[Saved data entries]
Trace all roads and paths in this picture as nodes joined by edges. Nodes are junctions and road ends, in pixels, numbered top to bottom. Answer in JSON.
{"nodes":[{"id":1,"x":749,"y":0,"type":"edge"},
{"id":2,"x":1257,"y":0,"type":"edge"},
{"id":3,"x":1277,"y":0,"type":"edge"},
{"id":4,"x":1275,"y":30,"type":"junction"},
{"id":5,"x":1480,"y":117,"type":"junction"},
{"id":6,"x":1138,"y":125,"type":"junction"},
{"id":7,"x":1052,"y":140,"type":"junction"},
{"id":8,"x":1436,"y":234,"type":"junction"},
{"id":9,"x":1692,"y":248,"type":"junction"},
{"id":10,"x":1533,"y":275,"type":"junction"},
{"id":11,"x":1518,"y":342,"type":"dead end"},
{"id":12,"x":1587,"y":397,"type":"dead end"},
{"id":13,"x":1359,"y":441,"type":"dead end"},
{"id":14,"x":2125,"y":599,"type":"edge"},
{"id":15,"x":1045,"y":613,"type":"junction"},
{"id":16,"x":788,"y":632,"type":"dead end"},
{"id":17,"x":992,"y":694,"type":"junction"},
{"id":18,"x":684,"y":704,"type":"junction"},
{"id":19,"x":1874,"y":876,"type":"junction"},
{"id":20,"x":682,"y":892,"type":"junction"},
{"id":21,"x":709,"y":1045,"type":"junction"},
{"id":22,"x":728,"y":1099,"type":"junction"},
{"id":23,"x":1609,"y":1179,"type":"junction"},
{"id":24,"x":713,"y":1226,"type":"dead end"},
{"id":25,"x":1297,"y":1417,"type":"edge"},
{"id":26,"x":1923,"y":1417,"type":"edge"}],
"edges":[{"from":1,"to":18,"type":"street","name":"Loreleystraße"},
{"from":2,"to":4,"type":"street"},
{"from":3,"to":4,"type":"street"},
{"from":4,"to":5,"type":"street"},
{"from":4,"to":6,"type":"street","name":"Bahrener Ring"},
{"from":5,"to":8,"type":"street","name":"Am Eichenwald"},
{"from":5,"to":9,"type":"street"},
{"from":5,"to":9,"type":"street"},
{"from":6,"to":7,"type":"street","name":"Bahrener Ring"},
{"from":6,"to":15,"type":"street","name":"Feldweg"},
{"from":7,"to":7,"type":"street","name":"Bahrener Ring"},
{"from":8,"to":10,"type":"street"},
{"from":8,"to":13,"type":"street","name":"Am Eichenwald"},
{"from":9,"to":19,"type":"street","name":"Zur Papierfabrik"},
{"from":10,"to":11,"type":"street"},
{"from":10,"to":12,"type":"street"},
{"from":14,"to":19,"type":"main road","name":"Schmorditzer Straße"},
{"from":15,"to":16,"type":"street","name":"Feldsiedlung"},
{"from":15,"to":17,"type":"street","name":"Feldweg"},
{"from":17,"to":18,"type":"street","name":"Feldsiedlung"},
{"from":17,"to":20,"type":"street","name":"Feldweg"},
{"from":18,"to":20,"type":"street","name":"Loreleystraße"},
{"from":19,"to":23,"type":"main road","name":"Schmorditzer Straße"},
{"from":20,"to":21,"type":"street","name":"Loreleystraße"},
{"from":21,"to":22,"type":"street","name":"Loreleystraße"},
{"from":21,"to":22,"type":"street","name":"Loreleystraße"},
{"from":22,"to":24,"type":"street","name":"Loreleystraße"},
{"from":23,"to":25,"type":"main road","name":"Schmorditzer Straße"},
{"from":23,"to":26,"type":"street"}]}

**Problem requirements**
Every record needs to be written out again, exactly as it was given.

**Answer space**
Trace all roads and paths in this picture as nodes joined by edges. Nodes are junctions and road ends, in pixels, numbered top to bottom. Answer in JSON.
{"nodes":[{"id":1,"x":749,"y":0,"type":"edge"},
{"id":2,"x":1257,"y":0,"type":"edge"},
{"id":3,"x":1277,"y":0,"type":"edge"},
{"id":4,"x":1275,"y":30,"type":"junction"},
{"id":5,"x":1480,"y":117,"type":"junction"},
{"id":6,"x":1138,"y":125,"type":"junction"},
{"id":7,"x":1052,"y":140,"type":"junction"},
{"id":8,"x":1436,"y":234,"type":"junction"},
{"id":9,"x":1692,"y":248,"type":"junction"},
{"id":10,"x":1533,"y":275,"type":"junction"},
{"id":11,"x":1518,"y":342,"type":"dead end"},
{"id":12,"x":1587,"y":397,"type":"dead end"},
{"id":13,"x":1359,"y":441,"type":"dead end"},
{"id":14,"x":2125,"y":599,"type":"edge"},
{"id":15,"x":1045,"y":613,"type":"junction"},
{"id":16,"x":788,"y":632,"type":"dead end"},
{"id":17,"x":992,"y":694,"type":"junction"},
{"id":18,"x":684,"y":704,"type":"junction"},
{"id":19,"x":1874,"y":876,"type":"junction"},
{"id":20,"x":682,"y":892,"type":"junction"},
{"id":21,"x":709,"y":1045,"type":"junction"},
{"id":22,"x":728,"y":1099,"type":"junction"},
{"id":23,"x":1609,"y":1179,"type":"junction"},
{"id":24,"x":713,"y":1226,"type":"dead end"},
{"id":25,"x":1297,"y":1417,"type":"edge"},
{"id":26,"x":1923,"y":1417,"type":"edge"}],
"edges":[{"from":1,"to":18,"type":"street","name":"Loreleystraße"},
{"from":2,"to":4,"type":"street"},
{"from":3,"to":4,"type":"street"},
{"from":4,"to":5,"type":"street"},
{"from":4,"to":6,"type":"street","name":"Bahrener Ring"},
{"from":5,"to":8,"type":"street","name":"Am Eichenwald"},
{"from":5,"to":9,"type":"street"},
{"from":5,"to":9,"type":"street"},
{"from":6,"to":7,"type":"street","name":"Bahrener Ring"},
{"from":6,"to":15,"type":"street","name":"Feldweg"},
{"from":7,"to":7,"type":"street","name":"Bahrener Ring"},
{"from":8,"to":10,"type":"street"},
{"from":8,"to":13,"type":"street","name":"Am Eichenwald"},
{"from":9,"to":19,"type":"street","name":"Zur Papierfabrik"},
{"from":10,"to":11,"type":"street"},
{"from":10,"to":12,"type":"street"},
{"from":14,"to":19,"type":"main road","name":"Schmorditzer Straße"},
{"from":15,"to":16,"type":"street","name":"Feldsiedlung"},
{"from":15,"to":17,"type":"street","name":"Feldweg"},
{"from":17,"to":18,"type":"street","name":"Feldsiedlung"},
{"from":17,"to":20,"type":"street","name":"Feldweg"},
{"from":18,"to":20,"type":"street","name":"Loreleystraße"},
{"from":19,"to":23,"type":"main road","name":"Schmorditzer Straße"},
{"from":20,"to":21,"type":"street","name":"Loreleystraße"},
{"from":21,"to":22,"type":"street","name":"Loreleystraße"},
{"from":21,"to":22,"type":"street","name":"Loreleystraße"},
{"from":22,"to":24,"type":"street","name":"Loreleystraße"},
{"from":23,"to":25,"type":"main road","name":"Schmorditzer Straße"},
{"from":23,"to":26,"type":"street"}]}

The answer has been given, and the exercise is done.